Yıkılacak Daha Çok Bina Var

Marmara Depremi'nden sonra Kentsel Dönüşüm Projesi'nin uygulandığı tek yer olan Zeytinburnu'ndaki binaları inceleyen ekipte yer alan ODTÜ öğretim görevlisi Prof. Dr. Haluk Sucuoğlu uyardı: "Binaların çökmesi için depreme gerek yok, rüzgârın esmesi yeter."

Zeytunburnu'nda 2003-2005 yılları arasında 9.5 trilyon lira harcanarak 16 bin 300 bina incelendi. Çalışmalara sekiz üniversiteden 60 profesör 400 uzman katıldı. Riskli 2 bin 295'inin yüksek risk taşıdığı belirlendi. Zeytinburnu'nda çöken Huzur Apartmanı incelenen 16 bin 30 bina arasında ikinci derecede riskli olarak belirlenen 6 bin 570 bina içindeydi. Üstelik kayalık bir alanda yani sağlam bir zemindeydi ve faya görece olarak uzaktı. Zeytinburnu'nda araştırma yapan ekipte yer alan Prof. Dr. Sucuoğlu, dün basının önüne çıkarak binanın kendiliğinden çökme nedenini açıkladı: "Konutun beton dayanağı çok düşük, bu durum bölgedeki tüm binalar için geçerli."

Risklilere ne yapıldı?
Üstelik binanın beton kalitesi İstanbul'daki konutların ortalamasının biraz üzerindeydi. Ancak yine mühendislik değerlerinin altında kalmıştı. 'İkinci derecede yüksek riskli' olarak sınıflanan binalara, 'en yüksek riskli binalar'dan hemen sonra müdahale edilmesi gerekiyordu. Sucuoğlu bir hatırlatma yaptı. Geçen dört yılda 'en yüksek riskli' 2 bin 295 bina için herhangi bir işlem veya müdahale yapılmamıştı.
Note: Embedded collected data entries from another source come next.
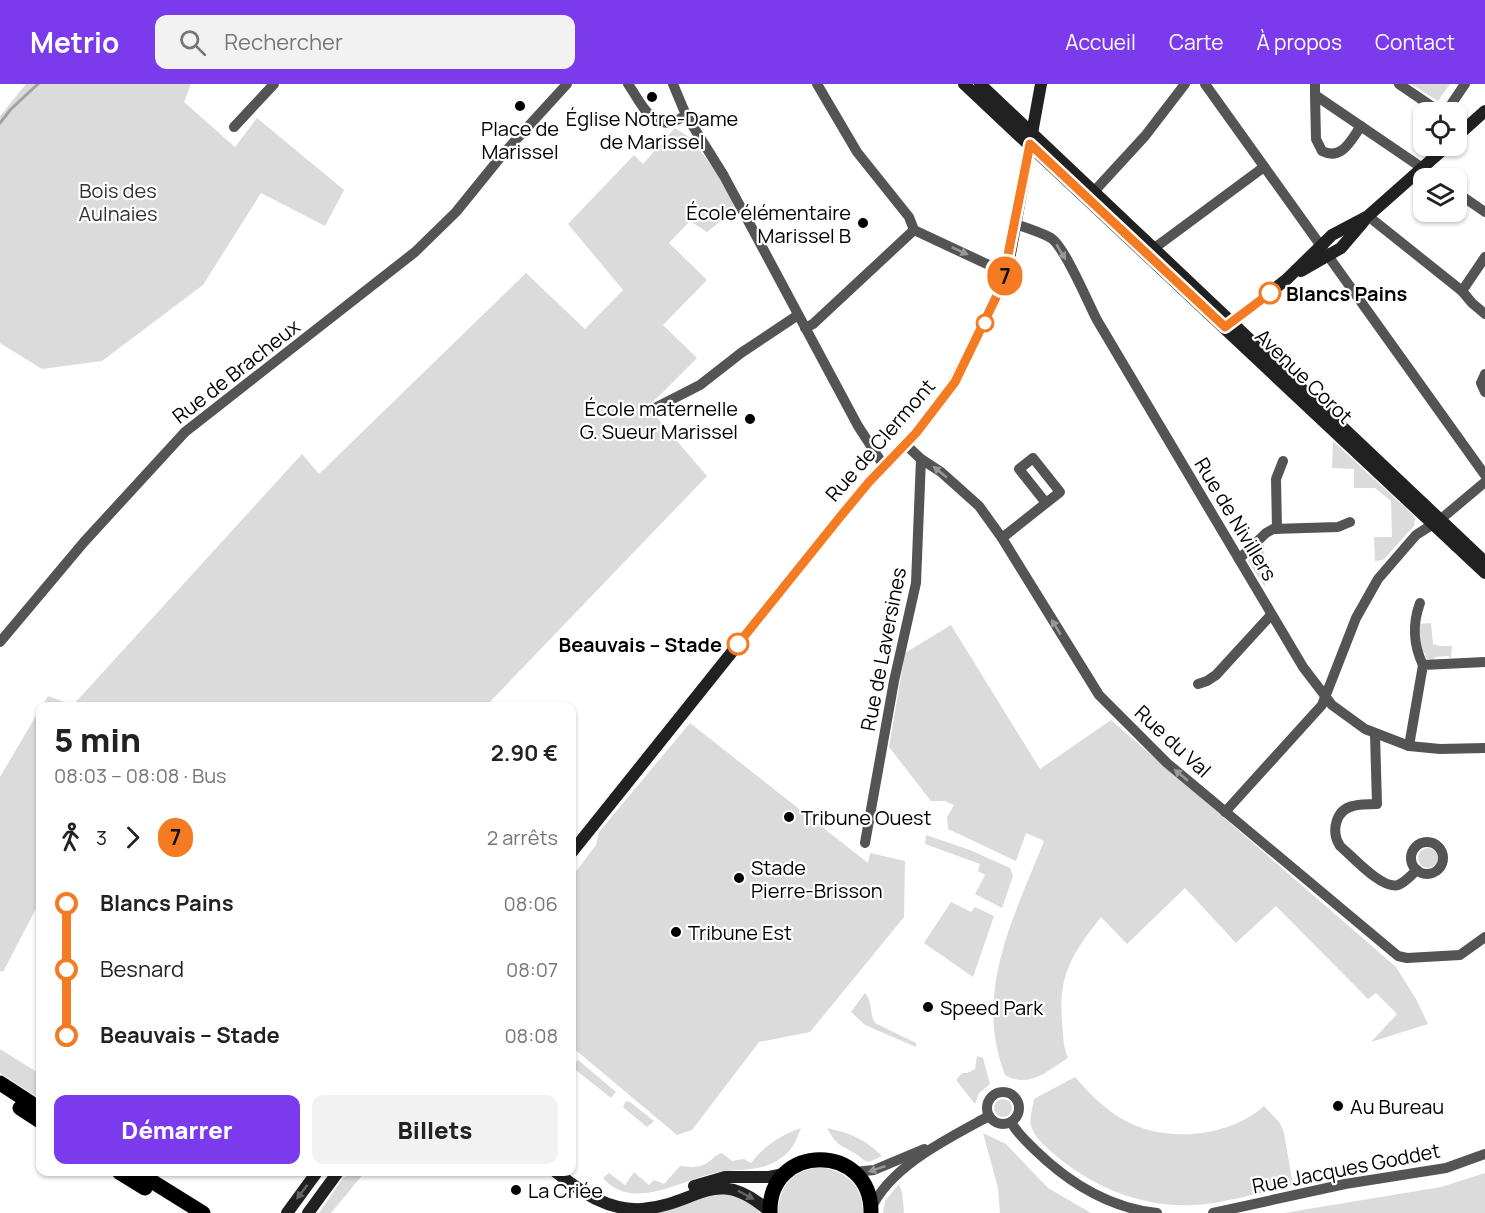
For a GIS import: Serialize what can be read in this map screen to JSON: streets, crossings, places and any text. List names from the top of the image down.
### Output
{
  "streets": {
    "main road": ["Avenue Corot", "Rue de Clermont"],
    "street": [
      "Rue de Bracheux",
      "Rue de Nivillers",
      "Rue de Laversines",
      "Rue du Val",
      "Rue Jacques Goddet"
    ]
  },
  "crossings": [
    ["Avenue Corot", "Rue de Clermont"],
    ["Rue de Clermont", "Rue de Nivillers"],
    ["Rue de Clermont", "Rue du Val"],
    ["Rue de Laversines", "Rue du Val"]
  ],
  "one_way": ["Rue de Nivillers", "Rue du Val"],
  "parks": ["Bois des Aulnaies"],
  "places": [
    "Église Notre-Dame de Marissel",
    "Place de Marissel",
    "École élémentaire Marissel B",
    "Blancs Pains",
    "École maternelle G. Sueur Marissel",
    "Beauvais – Stade",
    "Tribune Ouest",
    "Stade Pierre-Brisson",
    "Tribune Est",
    "Speed Park",
    "Au Bureau",
    "La Criée"
  ],
  "lines": ["bus line 7"],
  "page": {
    "header": "Metrio",
    "search": "Rechercher",
    "nav": [
      "Accueil",
      "Carte",
      "À propos",
      "Contact"
    ],
    "on_map": "7",
    "heading": ["5 min", "08:03 – 08:08 · Bus", "2.90 €"],
    "legs": ["3", "7", "2 arrêts"],
    "list": [
      {
        "name": "Blancs Pains",
        "value": "08:06"
      },
      {
        "name": "Besnard",
        "value": "08:07"
      },
      {
        "name": "Beauvais – Stade",
        "value": "08:08"
      }
    ],
    "buttons": ["Démarrer", "Billets"]
  }
}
1 milyon bina araştırılamaz
İstanbul'da 1 milyon 200 bina bulunduğunu, herbiri için detaylı araştırma yapılamayacağını vurgulayan Sucuoğlu, araştırmaları riske göre kademeli bir yöntemle sürdürdüklerini söyledi. Sucuoğlu, İnşaat Mühendisleri Odası Başkanı Cemal Gökçe'nin, Zeytinburnu'daki taramayı yapanların uzman kişiler olmadığı iddiasına şöyle yanıt verdi: "Taramada görev alanları belediye belirledi. Benim hatırladığım mimar ve mühendislerden oluşan bir teknik grup taramayı yaptı. Bizim eleman önermek gibi bir durumumuz yok. Sınav yaptık, bu kişilere eğitim verdik. Bu eğitimi de, yöntemi, metotları bilmesi için verdik."
Deprem incelemesinin durup dururken kendi ağırlığı altında kalacak binaları belirlemek için yapılmadığını belirten Sucuoğlu'na göre durum çok fenaydı: "Kendi kendine yıkılacak binaları tespit etmek çok kolay değil. Yıkılan binadan çıkan malzeme örnekleri üzerinden bazı hesaplar yaparsak, İstanbul'da bulunan binlerce binanın yıkılmış olması gerekir. Biz onların neden ayakta olduğunu izah edemeyiz. Elle yapılan betonun kullanıldığı binaların hepsi bu durumda."

Yasa şart değil
İstanbul'da birçok bina çok kötü malzemeyle yapılmıştı ve Gölcük'te yıkılanlarla arasında fark yoktu. Sucuoğlu ümitsizdi: "İstanbul'da bütün binalardan beton örneği alacaksınız, binaların bizim hesaplarımıza göre yıkılmış olması gerektiği sonucu çıkacaktır. Ben onun da çözümünü bulamıyorum."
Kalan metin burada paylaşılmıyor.